Work instruction: Please give the number of lines in the entries below that hold "vector", with no other words.

Dataset records:
____
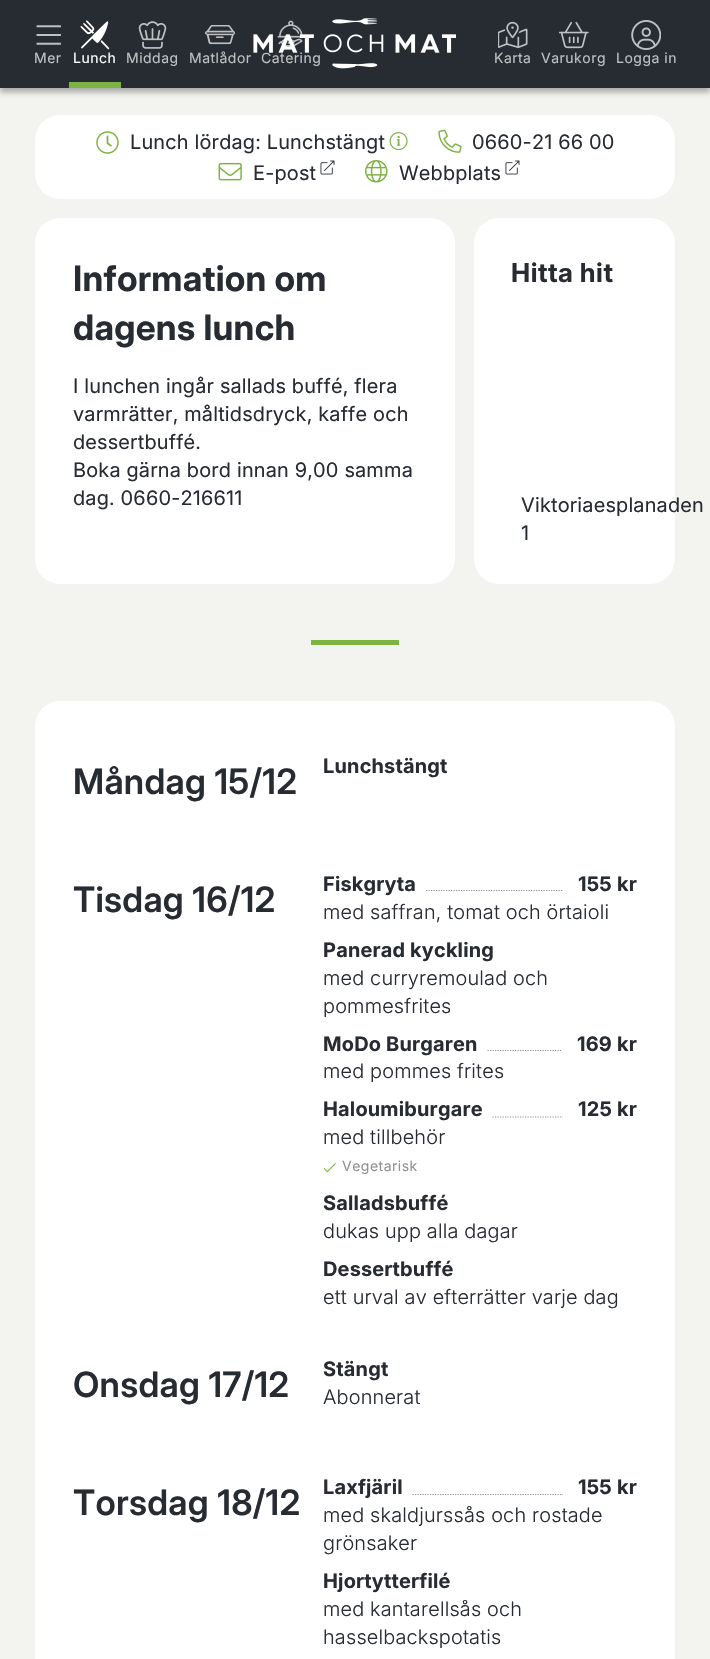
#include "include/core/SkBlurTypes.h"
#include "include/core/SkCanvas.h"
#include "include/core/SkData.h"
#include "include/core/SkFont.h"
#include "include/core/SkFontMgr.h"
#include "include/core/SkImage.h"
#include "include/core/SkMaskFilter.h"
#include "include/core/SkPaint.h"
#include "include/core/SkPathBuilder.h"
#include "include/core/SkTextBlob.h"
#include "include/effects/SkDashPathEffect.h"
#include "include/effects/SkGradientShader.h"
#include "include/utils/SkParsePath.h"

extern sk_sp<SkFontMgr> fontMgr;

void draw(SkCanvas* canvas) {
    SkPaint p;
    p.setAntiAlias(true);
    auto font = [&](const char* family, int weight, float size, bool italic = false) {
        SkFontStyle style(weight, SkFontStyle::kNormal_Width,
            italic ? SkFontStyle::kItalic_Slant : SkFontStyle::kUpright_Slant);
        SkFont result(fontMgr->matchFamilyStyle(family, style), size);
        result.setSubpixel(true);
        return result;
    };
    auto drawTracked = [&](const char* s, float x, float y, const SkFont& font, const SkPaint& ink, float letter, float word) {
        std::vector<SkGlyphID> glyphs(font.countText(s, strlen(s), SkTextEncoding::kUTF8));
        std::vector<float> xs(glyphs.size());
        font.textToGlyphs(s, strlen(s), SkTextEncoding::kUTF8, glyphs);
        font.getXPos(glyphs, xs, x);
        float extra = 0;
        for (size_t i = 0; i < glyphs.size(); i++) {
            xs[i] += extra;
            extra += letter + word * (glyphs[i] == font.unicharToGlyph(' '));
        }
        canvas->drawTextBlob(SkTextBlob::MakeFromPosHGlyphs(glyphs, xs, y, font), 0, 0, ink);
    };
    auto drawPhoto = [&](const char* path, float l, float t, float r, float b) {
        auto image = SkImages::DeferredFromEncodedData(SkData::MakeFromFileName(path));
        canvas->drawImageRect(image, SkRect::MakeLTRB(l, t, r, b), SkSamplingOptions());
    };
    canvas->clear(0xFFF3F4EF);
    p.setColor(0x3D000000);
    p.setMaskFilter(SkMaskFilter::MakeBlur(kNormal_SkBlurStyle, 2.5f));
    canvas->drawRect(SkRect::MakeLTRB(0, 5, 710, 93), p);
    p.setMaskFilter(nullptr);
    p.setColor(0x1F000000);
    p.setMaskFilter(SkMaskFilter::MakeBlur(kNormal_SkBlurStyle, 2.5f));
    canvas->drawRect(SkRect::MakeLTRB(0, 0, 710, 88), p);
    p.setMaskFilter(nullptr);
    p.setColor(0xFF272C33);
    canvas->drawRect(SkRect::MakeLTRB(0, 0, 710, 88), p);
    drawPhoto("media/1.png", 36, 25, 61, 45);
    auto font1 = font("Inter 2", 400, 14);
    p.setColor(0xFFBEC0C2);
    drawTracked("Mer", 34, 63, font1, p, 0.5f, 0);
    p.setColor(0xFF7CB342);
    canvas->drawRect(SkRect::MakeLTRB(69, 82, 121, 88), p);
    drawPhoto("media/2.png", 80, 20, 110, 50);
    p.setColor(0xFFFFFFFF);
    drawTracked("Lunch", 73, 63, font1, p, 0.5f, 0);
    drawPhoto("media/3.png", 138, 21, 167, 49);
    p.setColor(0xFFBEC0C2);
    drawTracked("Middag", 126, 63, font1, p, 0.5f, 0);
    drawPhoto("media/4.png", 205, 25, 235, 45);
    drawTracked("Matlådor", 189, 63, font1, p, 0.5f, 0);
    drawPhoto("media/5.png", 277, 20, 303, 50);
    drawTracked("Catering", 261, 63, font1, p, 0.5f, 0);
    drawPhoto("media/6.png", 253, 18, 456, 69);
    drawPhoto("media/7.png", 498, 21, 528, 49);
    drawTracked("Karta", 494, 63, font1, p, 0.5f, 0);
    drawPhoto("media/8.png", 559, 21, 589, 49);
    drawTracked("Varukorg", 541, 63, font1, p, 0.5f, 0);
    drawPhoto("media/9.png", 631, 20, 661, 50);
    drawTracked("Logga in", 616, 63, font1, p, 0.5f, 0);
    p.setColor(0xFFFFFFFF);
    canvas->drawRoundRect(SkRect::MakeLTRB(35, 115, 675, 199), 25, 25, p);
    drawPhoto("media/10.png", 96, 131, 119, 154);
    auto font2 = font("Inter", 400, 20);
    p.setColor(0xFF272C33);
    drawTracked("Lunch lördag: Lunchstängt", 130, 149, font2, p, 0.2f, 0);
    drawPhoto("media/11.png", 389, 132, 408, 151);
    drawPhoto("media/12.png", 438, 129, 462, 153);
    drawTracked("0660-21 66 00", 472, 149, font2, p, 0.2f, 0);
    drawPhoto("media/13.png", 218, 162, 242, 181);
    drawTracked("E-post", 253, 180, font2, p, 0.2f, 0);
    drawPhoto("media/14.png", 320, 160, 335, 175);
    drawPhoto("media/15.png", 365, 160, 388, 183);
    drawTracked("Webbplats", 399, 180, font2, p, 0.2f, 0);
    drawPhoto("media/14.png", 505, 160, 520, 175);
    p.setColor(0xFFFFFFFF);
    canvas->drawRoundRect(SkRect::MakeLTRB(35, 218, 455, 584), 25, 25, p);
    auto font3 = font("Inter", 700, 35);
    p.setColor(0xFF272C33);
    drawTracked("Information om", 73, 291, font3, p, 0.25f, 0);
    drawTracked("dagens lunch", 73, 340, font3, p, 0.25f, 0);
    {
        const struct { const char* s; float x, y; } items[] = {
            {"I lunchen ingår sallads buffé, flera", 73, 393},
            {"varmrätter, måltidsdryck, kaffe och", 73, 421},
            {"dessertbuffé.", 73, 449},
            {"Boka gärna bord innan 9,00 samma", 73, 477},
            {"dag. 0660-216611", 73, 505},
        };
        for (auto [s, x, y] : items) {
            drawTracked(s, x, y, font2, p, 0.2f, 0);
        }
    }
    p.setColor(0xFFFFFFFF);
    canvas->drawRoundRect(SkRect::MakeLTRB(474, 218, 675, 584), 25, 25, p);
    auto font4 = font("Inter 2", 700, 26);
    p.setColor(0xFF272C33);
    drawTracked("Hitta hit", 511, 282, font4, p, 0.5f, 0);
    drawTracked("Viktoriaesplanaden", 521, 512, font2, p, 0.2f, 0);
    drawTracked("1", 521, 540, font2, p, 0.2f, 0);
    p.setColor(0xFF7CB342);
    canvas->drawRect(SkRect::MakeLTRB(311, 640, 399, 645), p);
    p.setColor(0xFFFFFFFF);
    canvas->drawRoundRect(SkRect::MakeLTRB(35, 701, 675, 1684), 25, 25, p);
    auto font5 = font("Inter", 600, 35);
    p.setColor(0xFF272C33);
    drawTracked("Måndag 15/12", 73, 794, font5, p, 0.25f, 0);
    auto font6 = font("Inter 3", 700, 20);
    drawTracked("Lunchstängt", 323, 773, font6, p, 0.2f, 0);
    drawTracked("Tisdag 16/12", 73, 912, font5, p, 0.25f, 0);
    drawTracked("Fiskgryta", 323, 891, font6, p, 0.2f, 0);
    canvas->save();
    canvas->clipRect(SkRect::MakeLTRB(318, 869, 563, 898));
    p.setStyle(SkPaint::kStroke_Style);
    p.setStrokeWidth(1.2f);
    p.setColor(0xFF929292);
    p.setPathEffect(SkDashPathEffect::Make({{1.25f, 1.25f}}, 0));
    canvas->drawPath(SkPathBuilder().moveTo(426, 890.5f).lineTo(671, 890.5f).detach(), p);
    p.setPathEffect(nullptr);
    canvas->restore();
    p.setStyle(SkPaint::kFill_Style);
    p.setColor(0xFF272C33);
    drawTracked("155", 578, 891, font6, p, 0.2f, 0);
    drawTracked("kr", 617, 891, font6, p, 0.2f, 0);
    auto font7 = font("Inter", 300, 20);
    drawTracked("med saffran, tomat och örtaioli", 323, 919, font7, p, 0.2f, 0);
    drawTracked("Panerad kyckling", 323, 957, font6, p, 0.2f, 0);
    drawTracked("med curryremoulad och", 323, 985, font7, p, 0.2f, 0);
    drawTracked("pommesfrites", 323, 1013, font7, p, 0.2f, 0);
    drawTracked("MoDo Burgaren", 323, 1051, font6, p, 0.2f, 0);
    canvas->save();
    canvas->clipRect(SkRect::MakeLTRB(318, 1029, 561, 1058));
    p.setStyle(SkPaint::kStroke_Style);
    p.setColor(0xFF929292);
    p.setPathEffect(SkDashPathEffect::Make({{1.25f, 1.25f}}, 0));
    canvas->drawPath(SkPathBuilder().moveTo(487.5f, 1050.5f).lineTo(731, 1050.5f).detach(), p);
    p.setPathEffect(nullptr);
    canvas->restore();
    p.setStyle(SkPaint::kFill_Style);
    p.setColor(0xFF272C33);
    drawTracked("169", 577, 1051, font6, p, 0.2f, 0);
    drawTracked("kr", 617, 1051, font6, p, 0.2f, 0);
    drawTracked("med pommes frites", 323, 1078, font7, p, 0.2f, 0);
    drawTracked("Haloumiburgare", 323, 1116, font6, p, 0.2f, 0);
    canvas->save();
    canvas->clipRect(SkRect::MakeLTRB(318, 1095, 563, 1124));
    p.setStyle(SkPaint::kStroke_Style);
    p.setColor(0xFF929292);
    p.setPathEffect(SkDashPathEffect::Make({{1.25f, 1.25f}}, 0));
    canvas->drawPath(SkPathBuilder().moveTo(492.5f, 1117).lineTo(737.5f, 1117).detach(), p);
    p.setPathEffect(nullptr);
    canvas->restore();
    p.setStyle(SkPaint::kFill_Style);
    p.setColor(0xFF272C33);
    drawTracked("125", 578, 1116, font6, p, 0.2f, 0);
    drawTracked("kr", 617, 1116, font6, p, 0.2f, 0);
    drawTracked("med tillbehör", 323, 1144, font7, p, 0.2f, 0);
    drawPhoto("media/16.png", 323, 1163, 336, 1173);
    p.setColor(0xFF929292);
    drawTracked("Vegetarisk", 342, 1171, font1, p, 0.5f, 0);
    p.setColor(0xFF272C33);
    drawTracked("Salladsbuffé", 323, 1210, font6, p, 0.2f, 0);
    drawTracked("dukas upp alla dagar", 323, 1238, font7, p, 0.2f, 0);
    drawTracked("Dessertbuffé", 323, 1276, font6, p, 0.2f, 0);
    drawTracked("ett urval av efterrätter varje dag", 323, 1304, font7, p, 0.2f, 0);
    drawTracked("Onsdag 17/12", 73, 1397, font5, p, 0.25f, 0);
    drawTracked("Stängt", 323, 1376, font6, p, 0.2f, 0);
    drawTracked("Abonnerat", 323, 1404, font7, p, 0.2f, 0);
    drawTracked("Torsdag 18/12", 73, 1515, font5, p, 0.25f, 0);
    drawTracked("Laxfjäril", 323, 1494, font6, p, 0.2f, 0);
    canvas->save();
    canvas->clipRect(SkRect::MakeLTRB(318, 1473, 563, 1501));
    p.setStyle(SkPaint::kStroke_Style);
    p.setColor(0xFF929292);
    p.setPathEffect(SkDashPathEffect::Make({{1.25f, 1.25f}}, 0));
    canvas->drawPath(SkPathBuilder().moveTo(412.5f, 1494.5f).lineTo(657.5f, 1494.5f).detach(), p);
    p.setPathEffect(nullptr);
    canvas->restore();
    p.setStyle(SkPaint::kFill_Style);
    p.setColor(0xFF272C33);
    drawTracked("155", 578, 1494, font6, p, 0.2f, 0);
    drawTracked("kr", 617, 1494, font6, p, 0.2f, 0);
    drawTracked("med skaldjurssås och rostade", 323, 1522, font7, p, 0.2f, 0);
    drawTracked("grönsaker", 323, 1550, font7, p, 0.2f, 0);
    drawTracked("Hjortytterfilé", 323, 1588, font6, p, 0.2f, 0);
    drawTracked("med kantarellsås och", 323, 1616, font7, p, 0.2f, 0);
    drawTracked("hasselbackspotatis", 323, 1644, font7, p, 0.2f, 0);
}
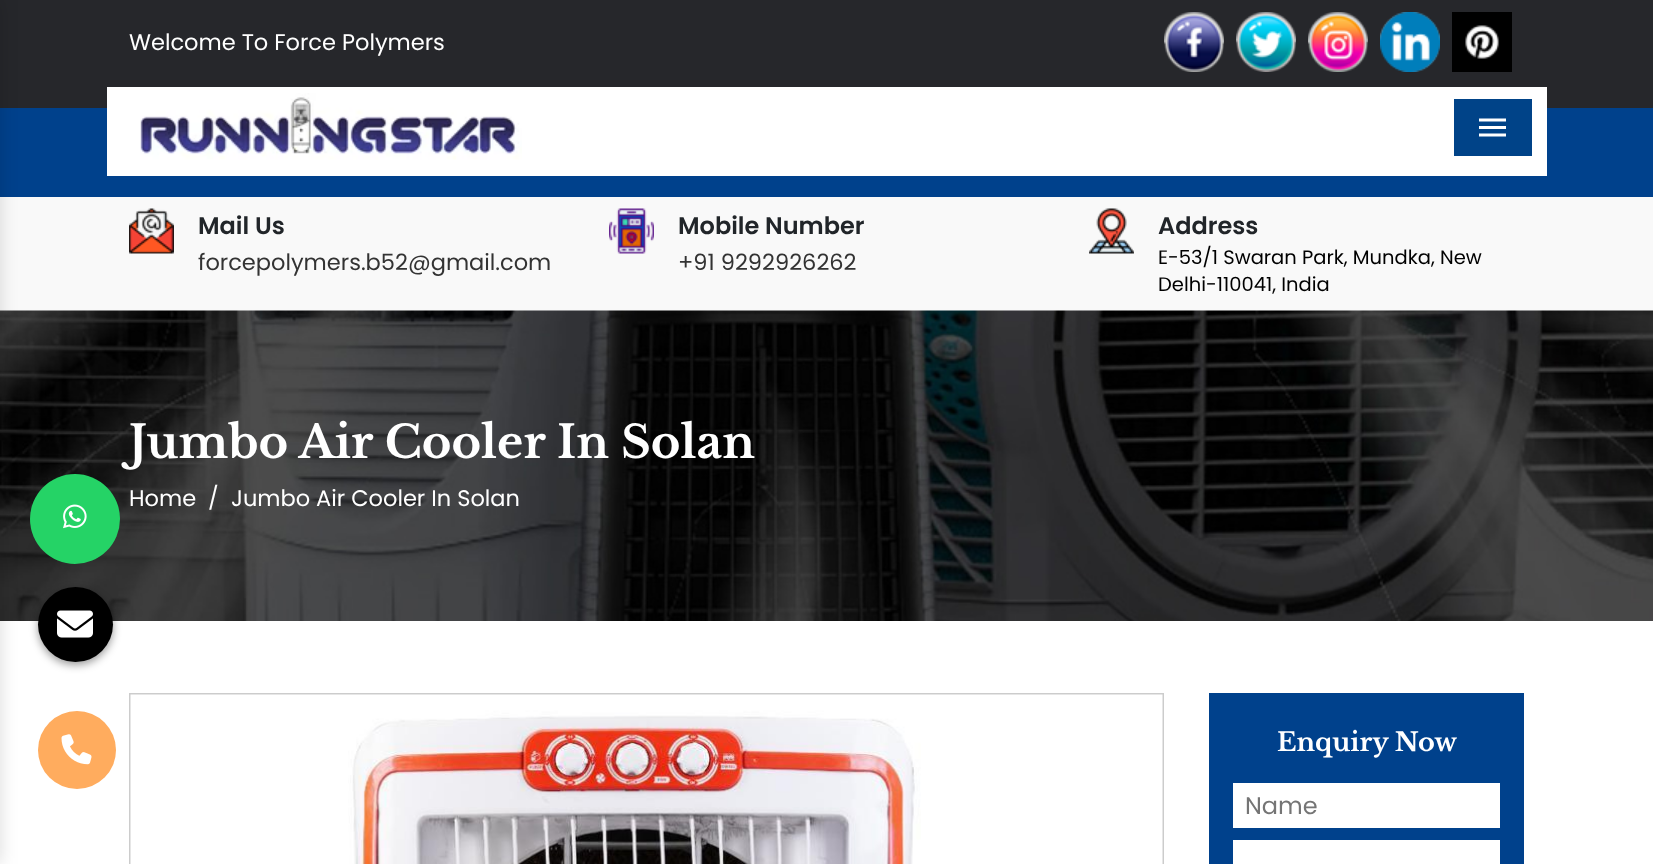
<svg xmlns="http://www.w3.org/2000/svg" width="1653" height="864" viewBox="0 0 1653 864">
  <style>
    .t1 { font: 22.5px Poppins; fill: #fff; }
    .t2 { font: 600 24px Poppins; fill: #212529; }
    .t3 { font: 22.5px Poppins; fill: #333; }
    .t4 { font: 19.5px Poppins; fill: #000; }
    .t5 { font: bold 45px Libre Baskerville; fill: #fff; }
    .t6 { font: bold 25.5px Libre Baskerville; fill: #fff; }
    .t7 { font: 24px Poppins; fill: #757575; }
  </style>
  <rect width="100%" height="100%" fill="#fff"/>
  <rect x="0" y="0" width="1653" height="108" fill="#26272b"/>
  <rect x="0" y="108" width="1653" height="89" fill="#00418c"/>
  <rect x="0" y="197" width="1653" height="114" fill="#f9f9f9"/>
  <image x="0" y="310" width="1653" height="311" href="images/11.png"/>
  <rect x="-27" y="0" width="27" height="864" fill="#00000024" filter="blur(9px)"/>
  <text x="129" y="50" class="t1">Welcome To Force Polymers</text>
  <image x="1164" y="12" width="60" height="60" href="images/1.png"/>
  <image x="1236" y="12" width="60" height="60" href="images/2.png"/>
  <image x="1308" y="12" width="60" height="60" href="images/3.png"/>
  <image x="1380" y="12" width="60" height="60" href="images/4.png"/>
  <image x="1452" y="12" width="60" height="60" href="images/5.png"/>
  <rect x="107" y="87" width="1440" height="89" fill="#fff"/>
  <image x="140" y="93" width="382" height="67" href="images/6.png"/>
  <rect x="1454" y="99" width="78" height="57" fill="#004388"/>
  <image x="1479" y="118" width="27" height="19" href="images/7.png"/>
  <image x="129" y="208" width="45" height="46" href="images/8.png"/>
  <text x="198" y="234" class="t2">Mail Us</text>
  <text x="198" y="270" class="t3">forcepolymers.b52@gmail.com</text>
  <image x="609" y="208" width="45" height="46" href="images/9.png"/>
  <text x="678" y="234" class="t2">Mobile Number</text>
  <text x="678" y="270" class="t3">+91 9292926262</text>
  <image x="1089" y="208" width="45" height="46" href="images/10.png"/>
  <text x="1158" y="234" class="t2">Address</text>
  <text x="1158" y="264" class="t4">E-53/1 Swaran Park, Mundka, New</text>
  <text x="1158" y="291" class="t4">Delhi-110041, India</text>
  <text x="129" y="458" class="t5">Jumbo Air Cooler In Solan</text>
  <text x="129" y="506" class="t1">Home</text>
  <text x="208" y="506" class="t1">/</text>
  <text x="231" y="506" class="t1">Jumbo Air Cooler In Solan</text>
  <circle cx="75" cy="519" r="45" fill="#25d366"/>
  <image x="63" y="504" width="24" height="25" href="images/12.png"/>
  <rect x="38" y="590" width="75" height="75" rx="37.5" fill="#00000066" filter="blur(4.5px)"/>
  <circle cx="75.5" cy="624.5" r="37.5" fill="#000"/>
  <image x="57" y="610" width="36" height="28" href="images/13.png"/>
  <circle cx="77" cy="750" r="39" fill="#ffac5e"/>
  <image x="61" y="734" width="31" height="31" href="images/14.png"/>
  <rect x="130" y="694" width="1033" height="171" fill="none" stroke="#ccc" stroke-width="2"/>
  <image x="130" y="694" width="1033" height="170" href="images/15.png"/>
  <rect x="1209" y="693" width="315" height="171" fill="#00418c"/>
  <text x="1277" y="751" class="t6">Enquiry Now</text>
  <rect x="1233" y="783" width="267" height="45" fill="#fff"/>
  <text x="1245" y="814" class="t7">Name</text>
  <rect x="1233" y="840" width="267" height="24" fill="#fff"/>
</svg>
____
Reply: 2